## Data provided

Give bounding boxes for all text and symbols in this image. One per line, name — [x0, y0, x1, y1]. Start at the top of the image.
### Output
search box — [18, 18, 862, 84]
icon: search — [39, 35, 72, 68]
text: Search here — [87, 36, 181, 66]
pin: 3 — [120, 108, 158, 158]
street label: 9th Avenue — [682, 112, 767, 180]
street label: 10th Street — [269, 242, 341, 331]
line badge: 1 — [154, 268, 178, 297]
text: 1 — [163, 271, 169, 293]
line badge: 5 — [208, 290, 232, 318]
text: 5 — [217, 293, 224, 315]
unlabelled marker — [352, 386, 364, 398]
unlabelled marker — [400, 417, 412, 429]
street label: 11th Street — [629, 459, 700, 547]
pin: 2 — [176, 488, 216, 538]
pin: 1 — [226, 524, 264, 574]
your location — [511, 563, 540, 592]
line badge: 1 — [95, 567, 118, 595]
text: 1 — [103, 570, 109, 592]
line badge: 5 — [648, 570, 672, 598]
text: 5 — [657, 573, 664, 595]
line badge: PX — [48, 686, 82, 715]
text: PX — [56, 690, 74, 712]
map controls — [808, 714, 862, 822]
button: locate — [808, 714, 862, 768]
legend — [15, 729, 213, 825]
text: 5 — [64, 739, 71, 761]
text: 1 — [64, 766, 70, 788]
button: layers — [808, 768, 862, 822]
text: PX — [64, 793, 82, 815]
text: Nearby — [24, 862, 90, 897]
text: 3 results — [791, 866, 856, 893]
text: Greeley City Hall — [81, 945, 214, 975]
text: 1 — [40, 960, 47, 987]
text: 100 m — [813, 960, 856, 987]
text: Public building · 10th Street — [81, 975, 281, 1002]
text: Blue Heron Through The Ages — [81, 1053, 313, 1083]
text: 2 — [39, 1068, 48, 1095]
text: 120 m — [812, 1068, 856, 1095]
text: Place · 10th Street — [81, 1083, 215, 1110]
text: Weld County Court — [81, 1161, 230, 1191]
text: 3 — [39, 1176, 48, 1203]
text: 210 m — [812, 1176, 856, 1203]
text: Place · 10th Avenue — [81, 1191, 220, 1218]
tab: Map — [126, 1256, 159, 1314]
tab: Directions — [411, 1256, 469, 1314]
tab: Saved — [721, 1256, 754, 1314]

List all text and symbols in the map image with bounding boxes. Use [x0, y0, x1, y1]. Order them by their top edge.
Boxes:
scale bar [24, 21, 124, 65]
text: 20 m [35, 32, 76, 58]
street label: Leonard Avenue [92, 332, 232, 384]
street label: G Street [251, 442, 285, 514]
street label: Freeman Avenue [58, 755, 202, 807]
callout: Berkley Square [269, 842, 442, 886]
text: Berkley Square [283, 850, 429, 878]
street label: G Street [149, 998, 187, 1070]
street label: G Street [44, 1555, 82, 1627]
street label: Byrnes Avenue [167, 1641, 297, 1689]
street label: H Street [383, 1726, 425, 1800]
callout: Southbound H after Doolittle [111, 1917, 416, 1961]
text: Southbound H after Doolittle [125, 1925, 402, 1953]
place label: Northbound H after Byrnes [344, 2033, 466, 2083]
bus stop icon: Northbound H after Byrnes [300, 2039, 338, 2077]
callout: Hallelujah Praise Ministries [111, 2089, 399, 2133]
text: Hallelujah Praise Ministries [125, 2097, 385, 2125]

## Goal of the exercise
Each line holding "Byrnes" should be copied from the material above.

## Reply
street label: Byrnes Avenue [167, 1641, 297, 1689]
place label: Northbound H after Byrnes [344, 2033, 466, 2083]
bus stop icon: Northbound H after Byrnes [300, 2039, 338, 2077]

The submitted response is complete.